The following part of the release provides more evidence for the financial/brand-value power of the service:
Home Box Office added over 5 million domestic subscribers across its HBO and Cinemax services in 2017, its largest annual increase ever. In 2017, HBO received 29 Primetime Emmy Awards, the most of any network for the 16th consecutive year, including Outstanding Comedy Series for Veep, Outstanding Limited Series for Big Little Lies and Outstanding Variety Talk Series for Last Week Tonight with John Oliver. In 2018, HBO received four Golden Globe Awards for Big Little Lies, the most of any network. Average viewership for the seventh season of Game of Thrones increased 28% year over year to 33 million viewers, a record for an HBO original series. In November 2017, HBO launched OTT services in 11 Central European countries.”
HBO isn’t standing still in this era of cord-cutting/streaming.
The Big Picture
Let’s try to imagine some strategy. AT&T has built up a successful telecommunications platform that will benefit from the introduction of great content. HBO will play a large role in this paradigm. The company will use content and platform expertise to capture value-adding customer activity.
The proverbial sky is the limit, but one of the approaches that is hopefully at the top of the list is using HBO as a platform with which to explore day-and-date opportunities – i.e., the release of a theatrical film at both the multiplex and on a digital/physical platform such as Blu-ray, or HBO. Using HBO in this manner could really grow subscription revenue, in my opinion.
HBO also could play the game of spending enormous amounts of cash to vigorously compete in the marketplace. AT&T could fund the spending and consider it an investment that will surely pay dividends in the future. In fact, this Bloomberg article hints at an increase in budget for content development, which recently was pegged at $2.5 billion. The company will need much more than that, I think, and it will probably eventually get it. If HBO can efficiently exploit the increase in budget (which is sometimes hard to do in Hollywood), then it will be able to make more bets on series/movies and perhaps can experiment with the aforementioned day/date opportunity.

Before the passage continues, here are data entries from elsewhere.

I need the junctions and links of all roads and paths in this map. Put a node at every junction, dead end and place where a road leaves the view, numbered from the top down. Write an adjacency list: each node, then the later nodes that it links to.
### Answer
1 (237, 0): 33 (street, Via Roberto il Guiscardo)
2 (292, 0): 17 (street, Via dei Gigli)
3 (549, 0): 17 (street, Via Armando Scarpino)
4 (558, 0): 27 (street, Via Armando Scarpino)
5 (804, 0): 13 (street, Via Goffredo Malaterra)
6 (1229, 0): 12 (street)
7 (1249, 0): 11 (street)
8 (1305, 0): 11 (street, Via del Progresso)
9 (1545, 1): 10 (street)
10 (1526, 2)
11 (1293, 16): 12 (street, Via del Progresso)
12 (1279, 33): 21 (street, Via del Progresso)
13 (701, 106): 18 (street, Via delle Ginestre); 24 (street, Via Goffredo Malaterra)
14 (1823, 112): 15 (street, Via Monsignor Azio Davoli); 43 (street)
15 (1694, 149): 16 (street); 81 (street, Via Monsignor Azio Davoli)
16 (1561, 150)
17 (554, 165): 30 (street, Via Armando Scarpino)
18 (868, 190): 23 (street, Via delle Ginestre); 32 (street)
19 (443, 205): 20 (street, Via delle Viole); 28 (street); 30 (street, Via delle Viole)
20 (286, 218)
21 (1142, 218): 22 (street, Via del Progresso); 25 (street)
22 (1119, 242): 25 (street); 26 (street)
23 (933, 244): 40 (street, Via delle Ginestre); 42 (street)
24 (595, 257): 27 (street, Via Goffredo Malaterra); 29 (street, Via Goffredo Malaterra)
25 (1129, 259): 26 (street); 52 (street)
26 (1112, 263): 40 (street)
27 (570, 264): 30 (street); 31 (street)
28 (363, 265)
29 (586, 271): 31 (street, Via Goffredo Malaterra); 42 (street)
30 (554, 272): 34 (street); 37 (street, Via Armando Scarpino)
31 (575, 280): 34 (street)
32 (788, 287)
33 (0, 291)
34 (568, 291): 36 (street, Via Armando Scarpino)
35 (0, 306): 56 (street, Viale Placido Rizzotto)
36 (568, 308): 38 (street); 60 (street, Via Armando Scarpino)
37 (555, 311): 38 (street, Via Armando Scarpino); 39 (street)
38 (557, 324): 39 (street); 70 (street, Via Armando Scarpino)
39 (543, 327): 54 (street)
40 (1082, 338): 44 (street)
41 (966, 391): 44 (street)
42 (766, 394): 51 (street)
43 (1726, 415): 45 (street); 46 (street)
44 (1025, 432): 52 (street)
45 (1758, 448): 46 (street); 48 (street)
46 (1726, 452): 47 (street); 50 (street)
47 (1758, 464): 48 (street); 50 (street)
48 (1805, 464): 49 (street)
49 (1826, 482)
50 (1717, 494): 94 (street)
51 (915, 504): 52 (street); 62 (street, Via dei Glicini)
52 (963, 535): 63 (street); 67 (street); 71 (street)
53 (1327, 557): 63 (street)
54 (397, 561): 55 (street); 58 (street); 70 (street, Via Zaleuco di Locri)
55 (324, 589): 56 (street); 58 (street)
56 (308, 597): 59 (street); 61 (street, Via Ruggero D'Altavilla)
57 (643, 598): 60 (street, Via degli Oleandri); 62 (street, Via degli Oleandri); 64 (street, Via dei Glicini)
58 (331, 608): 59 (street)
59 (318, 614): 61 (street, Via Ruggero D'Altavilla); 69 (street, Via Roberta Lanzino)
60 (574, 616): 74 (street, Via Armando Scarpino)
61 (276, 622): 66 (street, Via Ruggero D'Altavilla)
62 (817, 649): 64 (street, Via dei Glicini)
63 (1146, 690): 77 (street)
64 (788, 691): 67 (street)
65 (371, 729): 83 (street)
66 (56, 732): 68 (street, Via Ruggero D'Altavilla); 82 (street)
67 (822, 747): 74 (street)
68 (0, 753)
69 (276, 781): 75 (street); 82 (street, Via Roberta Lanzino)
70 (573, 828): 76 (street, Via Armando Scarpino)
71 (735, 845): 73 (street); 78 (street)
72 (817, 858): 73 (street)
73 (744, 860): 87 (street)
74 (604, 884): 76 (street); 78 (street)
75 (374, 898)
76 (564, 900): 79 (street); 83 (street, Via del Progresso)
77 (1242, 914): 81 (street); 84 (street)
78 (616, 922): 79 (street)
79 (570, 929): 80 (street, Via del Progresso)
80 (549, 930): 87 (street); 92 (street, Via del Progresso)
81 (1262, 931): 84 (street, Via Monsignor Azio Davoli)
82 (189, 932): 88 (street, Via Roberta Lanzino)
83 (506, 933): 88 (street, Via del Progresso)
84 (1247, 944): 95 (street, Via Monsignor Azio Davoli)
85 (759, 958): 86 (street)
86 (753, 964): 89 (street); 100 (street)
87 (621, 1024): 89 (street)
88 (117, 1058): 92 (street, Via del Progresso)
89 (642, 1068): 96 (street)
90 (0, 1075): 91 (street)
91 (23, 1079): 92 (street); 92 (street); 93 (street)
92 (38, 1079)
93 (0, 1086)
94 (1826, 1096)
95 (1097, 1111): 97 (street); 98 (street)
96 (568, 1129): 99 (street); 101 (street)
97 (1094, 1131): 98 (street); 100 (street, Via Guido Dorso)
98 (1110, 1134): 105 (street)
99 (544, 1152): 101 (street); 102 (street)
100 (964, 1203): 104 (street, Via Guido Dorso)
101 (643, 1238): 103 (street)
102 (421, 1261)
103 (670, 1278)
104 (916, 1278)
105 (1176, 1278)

One thing mentioned in that Bloomberg piece is of particular interest to me: in the section of the article titled “Sports Shorts,” you will note a cautious approach to sports-rights licensing. I know many observers might disagree with this, but I believe most media companies should focus on fictional content rather than sports games. To me, the rights for football events/et cetera have become expensive. It is better to create movie/TV franchises instead of overpaying for live events because content production can be more controlled, more tailored to a demographic; with that comes predictability as well as flexibility (i.e., in terms of releasing the content and in choosing how to market it). AT&T will hopefully retain an attitude of reservation toward sports rights and instead pump more money into HBO.
AT&T stock is now, arguably, a different beast post-consolidation. Nevertheless, it is famous for its high dividend yield. At a little under 6%, it is a very attractive long-term capital-appreciation/income play, in my opinion, because of the combination of content and brand-equity/platform. Consumers know AT&T’s trademarks, and they know Time Warner; they will certainly become familiar with WarnerMedia. There’s a lot of growth potential here, as I see it.
AT&T is a buy based on content (especially HBO) and income generation. Please perform your own due diligence before engaging a transaction.
Disclosure: I am/we are long CMCSA, T.
I wrote this article myself, and it expresses my own opinions. I am not receiving compensation for it (other than from Seeking Alpha). I have no business relationship with any company whose stock is mentioned in this article.